# favorite place to buy essential oil



## Tim Pruitt (Oct 26, 2007)

What is your favorite place to buy fragrances and essential oils?


----------



## jdranch (Jan 31, 2010)

Wholesale Supplies Plus (shipping included in their prices, so keep that in mind), Brambleberry, and Aromahaven are my favorite. Out of those, Aromahaven is probably the most reasonable and they have the absolute fastest process time/ shipping of any company I have ever ordered from.


----------



## NubianSoaps.com (Oct 26, 2007)

Aromahaven.com for fragrance oils. saveonscents.com for several of my fragranced oils, but don't buy anything without reading feed back from those who actually CP their scents, and my last batches of essential oils from them, were so good and the prices so good when purchasing in bulk that I am buying from them instead of newdirectionsaromatics.com which I have used for years. So many of the places are candle folks and don't really have a lot of feed back on CP soaping their scents, so once again use the feedback here. Start now with places that already offer their scent for discounts of 5 pounds and then 10 pounds, nothing is worse than buying scents a pound at a time for $20+, sounds fine now, but later if you end up using a pound per pour, it makes you cringe!

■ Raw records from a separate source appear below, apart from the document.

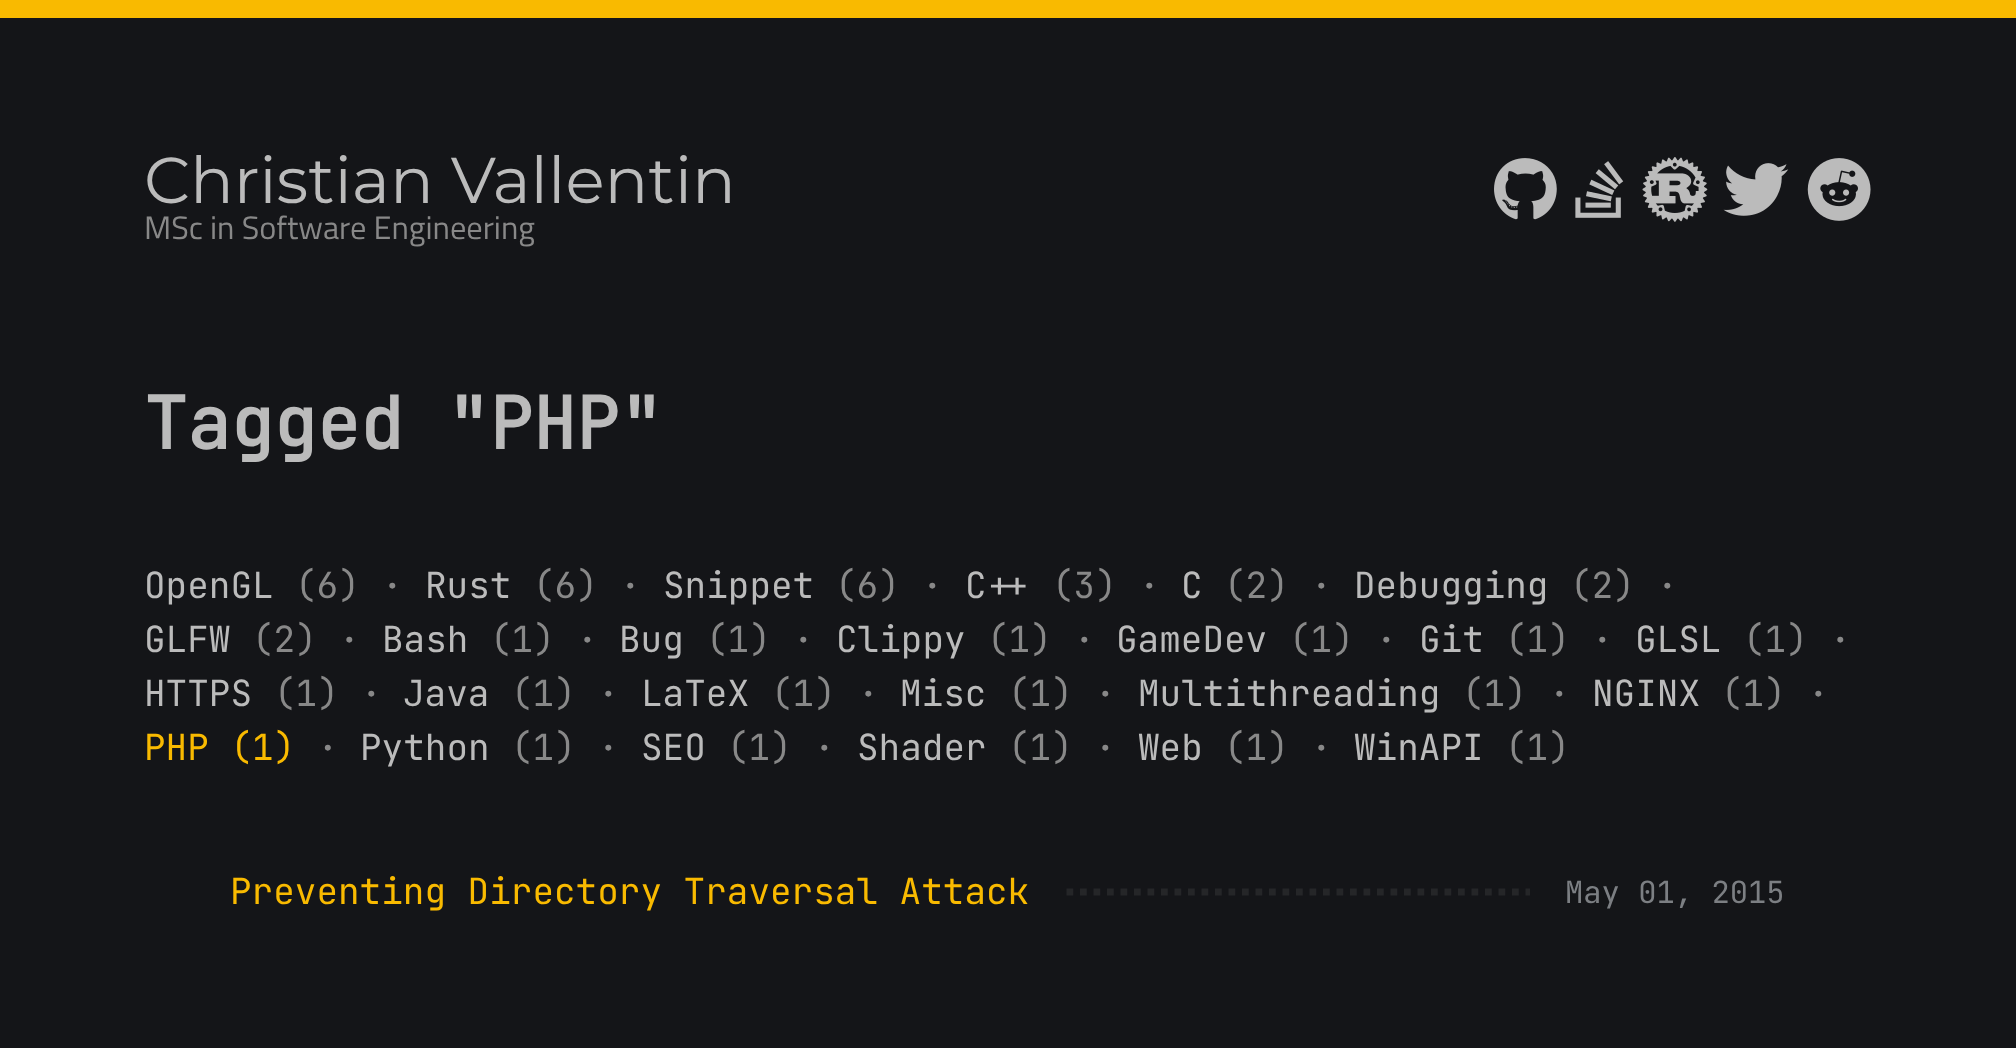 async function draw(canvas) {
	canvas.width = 2016;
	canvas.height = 1048;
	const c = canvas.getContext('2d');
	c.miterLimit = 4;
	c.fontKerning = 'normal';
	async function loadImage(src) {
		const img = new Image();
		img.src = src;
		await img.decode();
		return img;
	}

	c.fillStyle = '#141518';
	c.fillRect(0, 0, 2016, 1048);
	c.fillStyle = '#f9ba00';
	c.fillRect(0, 0, 2016, 18);
	c.font = '100 64.75px Montserrat';
	c.fillStyle = '#bbb';
	c.fillText('Christian Vallentin', 144, 203);
	c.font = '32.4px Titillium Web';
	c.fillStyle = '#888';
	c.fillText('MSc in Software Engineering', 144, 239);
	c.drawImage(await loadImage('img1.png'), 1494, 158, 63, 62);
	c.drawImage(await loadImage('img2.png'), 1575, 161, 49, 57);
	c.drawImage(await loadImage('img3.png'), 1642, 157, 66, 65);
	c.drawImage(await loadImage('img4.png'), 1723, 163, 66, 53);
	c.drawImage(await loadImage('img5.png'), 1807, 158, 64, 63);
	c.font = 'bold 72px JetBrains Mono';
	c.fillStyle = '#bbb';
	c.fillText('Tagged "PHP"', 144, 449);
	c.font = '36px JetBrains Mono';
	c.fillText('OpenGL', 144, 598);
	c.fillStyle = '#888';
	c.fillText('(6) ·', 295, 598);
	c.fillStyle = '#bbb';
	c.fillText('Rust', 425, 598);
	c.fillStyle = '#888';
	c.fillText('(6) ·', 533, 598);
	c.fillStyle = '#bbb';
	c.fillText('Snippet', 663, 598);
	c.fillStyle = '#888';
	c.fillText('(6) ·', 835, 598);
	c.fillStyle = '#bbb';
	c.fillText('C++', 965, 598);
	c.fillStyle = '#888';
	c.fillText('(3) ·', 1052, 598);
	c.fillStyle = '#bbb';
	c.fillText('C', 1181, 598);
	c.fillStyle = '#888';
	c.fillText('(2) ·', 1224, 598);
	c.fillStyle = '#bbb';
	c.fillText('Debugging', 1354, 598);
	c.fillStyle = '#888';
	c.fillText('(2) ·', 1570, 598);
	c.fillStyle = '#bbb';
	c.fillText('GLFW', 144, 652);
	c.fillStyle = '#888';
	c.fillText('(2) ·', 252, 652);
	c.fillStyle = '#bbb';
	c.fillText('Bash', 382, 652);
	c.fillStyle = '#888';
	c.fillText('(1) ·', 490, 652);
	c.fillStyle = '#bbb';
	c.fillText('Bug', 619, 652);
	c.fillStyle = '#888';
	c.fillText('(1) ·', 706, 652);
	c.fillStyle = '#bbb';
	c.fillText('Clippy', 836, 652);
	c.fillStyle = '#888';
	c.fillText('(1) ·', 987, 652);
	c.fillStyle = '#bbb';
	c.fillText('GameDev', 1116, 652);
	c.fillStyle = '#888';
	c.fillText('(1) ·', 1289, 652);
	c.fillStyle = '#bbb';
	c.fillText('Git', 1419, 652);
	c.fillStyle = '#888';
	c.fillText('(1) ·', 1505, 652);
	c.fillStyle = '#bbb';
	c.fillText('GLSL', 1635, 652);
	c.fillStyle = '#888';
	c.fillText('(1) ·', 1743, 652);
	c.fillStyle = '#bbb';
	c.fillText('HTTPS', 144, 706);
	c.fillStyle = '#888';
	c.fillText('(1) ·', 274, 706);
	c.fillStyle = '#bbb';
	c.fillText('Java', 403, 706);
	c.fillStyle = '#888';
	c.fillText('(1) ·', 511, 706);
	c.fillStyle = '#bbb';
	c.fillText('LaTeX', 641, 706);
	c.fillStyle = '#888';
	c.fillText('(1) ·', 771, 706);
	c.fillStyle = '#bbb';
	c.fillText('Misc', 900, 706);
	c.fillStyle = '#888';
	c.fillText('(1) ·', 1008, 706);
	c.fillStyle = '#bbb';
	c.fillText('Multithreading', 1138, 706);
	c.fillStyle = '#888';
	c.fillText('(1) ·', 1462, 706);
	c.fillStyle = '#bbb';
	c.fillText('NGINX', 1592, 706);
	c.fillStyle = '#888';
	c.fillText('(1) ·', 1721, 706);
	c.fillStyle = '#f9ba00';
	c.fillText('PHP (1)', 144, 760);
	c.fillStyle = '#888';
	c.fillText('·', 317, 760);
	c.fillStyle = '#bbb';
	c.fillText('Python', 360, 760);
	c.fillStyle = '#888';
	c.fillText('(1) ·', 511, 760);
	c.fillStyle = '#bbb';
	c.fillText('SEO', 641, 760);
	c.fillStyle = '#888';
	c.fillText('(1) ·', 727, 760);
	c.fillStyle = '#bbb';
	c.fillText('Shader', 857, 760);
	c.fillStyle = '#888';
	c.fillText('(1) ·', 1008, 760);
	c.fillStyle = '#bbb';
	c.fillText('Web', 1138, 760);
	c.fillStyle = '#888';
	c.fillText('(1) ·', 1224, 760);
	c.fillStyle = '#bbb';
	c.fillText('WinAPI', 1354, 760);
	c.fillStyle = '#888';
	c.fillText('(1)', 1505, 760);
	c.fillStyle = '#f9ba00';
	c.fillText('Preventing Directory Traversal Attack', 230, 904);
	c.beginPath();
	c.moveTo(1066.5, 892);
	c.lineTo(1530, 892);
	c.strokeStyle = '#252628';
	c.lineWidth = 6.8;
	c.setLineDash([6.75, 6.75]);
	c.stroke();
	c.font = '30.5px JetBrains Mono';
	c.fillStyle = '#7c7f83';
	c.fillText('May 01, 2015', 1565, 903);
}

draw(document.querySelector('canvas'));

And privately ask Tamara, Becky, PJ, me and Barb etc...for where they buy the scents they use, like say you want to make Oatmeal Goatmilk and Honey, ask them for slivers of soap off their bars they are selling...I bought bars from Becky when I wanted to soap the Cranberry Marmalade from Candle Science, which I soap now, smelling it in soap is so much better than sniffies of scent. Tamara and PJ and I all have traded bars. I would be happy to help, if you want to know what I use, my soaps are on my website, plus honeycomb, Mint julep, rose and Marmalade that are not on there.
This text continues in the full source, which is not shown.